I’ll give you an example. My wife has a 2018 Mazda CX-5. Mazda has a remote start app that’s $400 to add the hardware to the car, a year of access to it, and then some kind of subscription to access thereafter. We didn’t bother with it. We really wanted a car with Android Auto for her, but Mazda wasn’t offering it on their 2018 cars, yet. They have since put out a retrofit kit for many of their older cars including ours. It’s about $175 on ebay to buy the parts from a dealer, or otherwise my local dealer will install the thing with labor and everything else for $450. But it’s a one-time charge. No subscription.

There’s no reason that every other car brand, including plenty that are way cheaper than BMW, that offers CarPlay and Android Auto lets their customers access those features in perpetuity, while much-pricier BMWs hold built-in features for ransom.

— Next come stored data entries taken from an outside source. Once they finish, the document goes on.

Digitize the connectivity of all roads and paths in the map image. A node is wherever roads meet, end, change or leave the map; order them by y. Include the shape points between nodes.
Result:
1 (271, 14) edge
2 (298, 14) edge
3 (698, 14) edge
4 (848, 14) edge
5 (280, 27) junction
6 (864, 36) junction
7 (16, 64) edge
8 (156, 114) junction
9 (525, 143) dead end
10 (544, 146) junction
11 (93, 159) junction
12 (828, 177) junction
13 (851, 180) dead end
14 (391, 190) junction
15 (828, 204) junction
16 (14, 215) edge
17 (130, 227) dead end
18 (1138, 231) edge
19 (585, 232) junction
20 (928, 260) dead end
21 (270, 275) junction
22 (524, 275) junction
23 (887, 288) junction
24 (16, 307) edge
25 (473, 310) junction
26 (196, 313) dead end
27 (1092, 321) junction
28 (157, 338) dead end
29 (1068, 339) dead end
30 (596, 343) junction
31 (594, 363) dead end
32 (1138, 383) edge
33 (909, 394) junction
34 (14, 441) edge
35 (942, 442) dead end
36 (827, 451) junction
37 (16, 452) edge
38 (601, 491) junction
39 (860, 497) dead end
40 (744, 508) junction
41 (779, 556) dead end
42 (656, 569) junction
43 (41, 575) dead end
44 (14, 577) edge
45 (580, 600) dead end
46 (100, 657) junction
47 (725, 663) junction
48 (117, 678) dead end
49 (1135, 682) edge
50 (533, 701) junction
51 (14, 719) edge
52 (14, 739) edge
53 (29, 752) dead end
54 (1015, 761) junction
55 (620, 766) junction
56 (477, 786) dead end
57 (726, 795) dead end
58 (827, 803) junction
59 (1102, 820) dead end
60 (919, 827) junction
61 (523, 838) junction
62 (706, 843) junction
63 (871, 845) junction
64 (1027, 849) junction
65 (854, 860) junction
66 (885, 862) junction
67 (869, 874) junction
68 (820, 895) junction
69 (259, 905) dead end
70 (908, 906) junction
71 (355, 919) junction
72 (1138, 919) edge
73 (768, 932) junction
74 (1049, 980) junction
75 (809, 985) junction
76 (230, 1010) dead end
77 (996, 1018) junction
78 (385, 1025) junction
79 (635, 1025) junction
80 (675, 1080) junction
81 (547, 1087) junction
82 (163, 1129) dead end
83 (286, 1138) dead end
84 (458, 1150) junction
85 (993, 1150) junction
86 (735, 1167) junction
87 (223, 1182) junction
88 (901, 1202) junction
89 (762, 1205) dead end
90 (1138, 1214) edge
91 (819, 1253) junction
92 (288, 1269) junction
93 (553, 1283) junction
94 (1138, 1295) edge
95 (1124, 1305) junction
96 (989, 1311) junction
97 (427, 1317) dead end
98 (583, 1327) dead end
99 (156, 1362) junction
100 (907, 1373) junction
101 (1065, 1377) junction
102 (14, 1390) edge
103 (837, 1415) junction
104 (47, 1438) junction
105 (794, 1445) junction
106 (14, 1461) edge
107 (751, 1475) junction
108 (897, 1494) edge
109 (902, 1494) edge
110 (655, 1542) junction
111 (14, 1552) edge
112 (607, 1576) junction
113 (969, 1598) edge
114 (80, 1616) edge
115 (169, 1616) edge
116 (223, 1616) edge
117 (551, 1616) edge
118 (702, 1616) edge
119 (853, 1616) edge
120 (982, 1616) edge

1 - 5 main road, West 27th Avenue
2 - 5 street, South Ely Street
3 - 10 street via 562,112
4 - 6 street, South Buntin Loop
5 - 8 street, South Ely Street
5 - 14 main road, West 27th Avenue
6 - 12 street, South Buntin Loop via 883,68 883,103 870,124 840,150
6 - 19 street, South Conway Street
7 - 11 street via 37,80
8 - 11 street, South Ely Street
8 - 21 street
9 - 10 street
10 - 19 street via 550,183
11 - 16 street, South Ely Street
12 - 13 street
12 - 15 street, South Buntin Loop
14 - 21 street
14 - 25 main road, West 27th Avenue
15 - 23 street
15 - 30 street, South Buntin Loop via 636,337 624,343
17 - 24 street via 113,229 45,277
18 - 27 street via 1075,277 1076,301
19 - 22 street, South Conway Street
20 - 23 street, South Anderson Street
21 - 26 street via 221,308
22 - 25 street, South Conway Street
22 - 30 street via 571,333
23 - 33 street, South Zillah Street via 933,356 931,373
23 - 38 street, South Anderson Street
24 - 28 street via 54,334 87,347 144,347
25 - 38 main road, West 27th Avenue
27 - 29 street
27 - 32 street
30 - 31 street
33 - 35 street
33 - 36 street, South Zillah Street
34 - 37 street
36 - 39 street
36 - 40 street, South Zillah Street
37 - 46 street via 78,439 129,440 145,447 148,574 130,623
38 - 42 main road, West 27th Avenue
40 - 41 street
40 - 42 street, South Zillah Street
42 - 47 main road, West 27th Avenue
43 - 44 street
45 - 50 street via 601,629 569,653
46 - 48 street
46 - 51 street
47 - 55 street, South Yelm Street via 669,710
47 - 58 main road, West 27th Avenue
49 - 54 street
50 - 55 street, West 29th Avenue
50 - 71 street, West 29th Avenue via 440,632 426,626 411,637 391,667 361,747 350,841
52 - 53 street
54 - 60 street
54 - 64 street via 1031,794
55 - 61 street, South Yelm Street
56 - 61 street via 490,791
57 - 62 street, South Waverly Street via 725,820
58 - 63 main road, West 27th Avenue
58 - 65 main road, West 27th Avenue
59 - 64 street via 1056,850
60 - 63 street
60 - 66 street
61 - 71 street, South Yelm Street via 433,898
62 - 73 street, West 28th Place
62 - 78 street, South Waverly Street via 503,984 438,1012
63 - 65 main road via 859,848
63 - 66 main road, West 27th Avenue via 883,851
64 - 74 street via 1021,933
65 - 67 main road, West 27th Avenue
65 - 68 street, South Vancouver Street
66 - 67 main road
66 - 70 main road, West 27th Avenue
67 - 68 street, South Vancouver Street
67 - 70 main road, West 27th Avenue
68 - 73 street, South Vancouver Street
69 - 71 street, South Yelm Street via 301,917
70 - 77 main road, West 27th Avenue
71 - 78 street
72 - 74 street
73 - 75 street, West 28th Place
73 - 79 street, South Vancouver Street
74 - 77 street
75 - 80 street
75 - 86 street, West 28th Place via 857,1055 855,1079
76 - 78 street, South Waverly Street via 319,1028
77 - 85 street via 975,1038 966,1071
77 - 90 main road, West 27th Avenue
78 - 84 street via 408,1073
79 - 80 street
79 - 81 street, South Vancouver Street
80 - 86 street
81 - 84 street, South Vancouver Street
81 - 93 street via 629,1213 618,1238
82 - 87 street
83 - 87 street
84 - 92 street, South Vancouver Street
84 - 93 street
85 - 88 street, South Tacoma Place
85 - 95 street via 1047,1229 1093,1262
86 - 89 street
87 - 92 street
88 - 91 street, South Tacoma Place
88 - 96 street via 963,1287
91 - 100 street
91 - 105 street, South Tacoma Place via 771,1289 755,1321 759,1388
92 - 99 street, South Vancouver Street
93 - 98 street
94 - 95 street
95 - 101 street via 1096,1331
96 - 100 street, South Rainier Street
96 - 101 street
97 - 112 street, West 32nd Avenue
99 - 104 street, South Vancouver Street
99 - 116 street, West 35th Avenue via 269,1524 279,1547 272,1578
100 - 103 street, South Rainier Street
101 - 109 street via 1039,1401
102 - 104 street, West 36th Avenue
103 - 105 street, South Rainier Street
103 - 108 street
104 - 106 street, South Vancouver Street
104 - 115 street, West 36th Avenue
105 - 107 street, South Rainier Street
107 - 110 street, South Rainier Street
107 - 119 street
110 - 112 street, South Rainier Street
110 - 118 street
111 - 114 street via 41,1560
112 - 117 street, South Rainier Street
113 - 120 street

Toyota, while making very dependable vehicles, has always been decades behind with their electronics. Go look at new ones in a showroom. It’s like you are looking at vehicles from the 1990’s. Maybe it’s part of their thinking that if they stick with 20 year old technology it will be more dependable.

Well outside of electronics, this has worked well for them. But they do need to keep the electronics more modern.

I guess Tesla is not big enough to be considered one of the remaining holdouts either.

Either way, I’m still waiting for Toyota to give up on fuel-cell and get aboard the BEV train. Honda is secretly making moves with their concept car and quietly partnering with CATL (Contemporary Amperex Technology).

Toyota is making moves already, they are gearing up to have a big battery factory. This is the first step.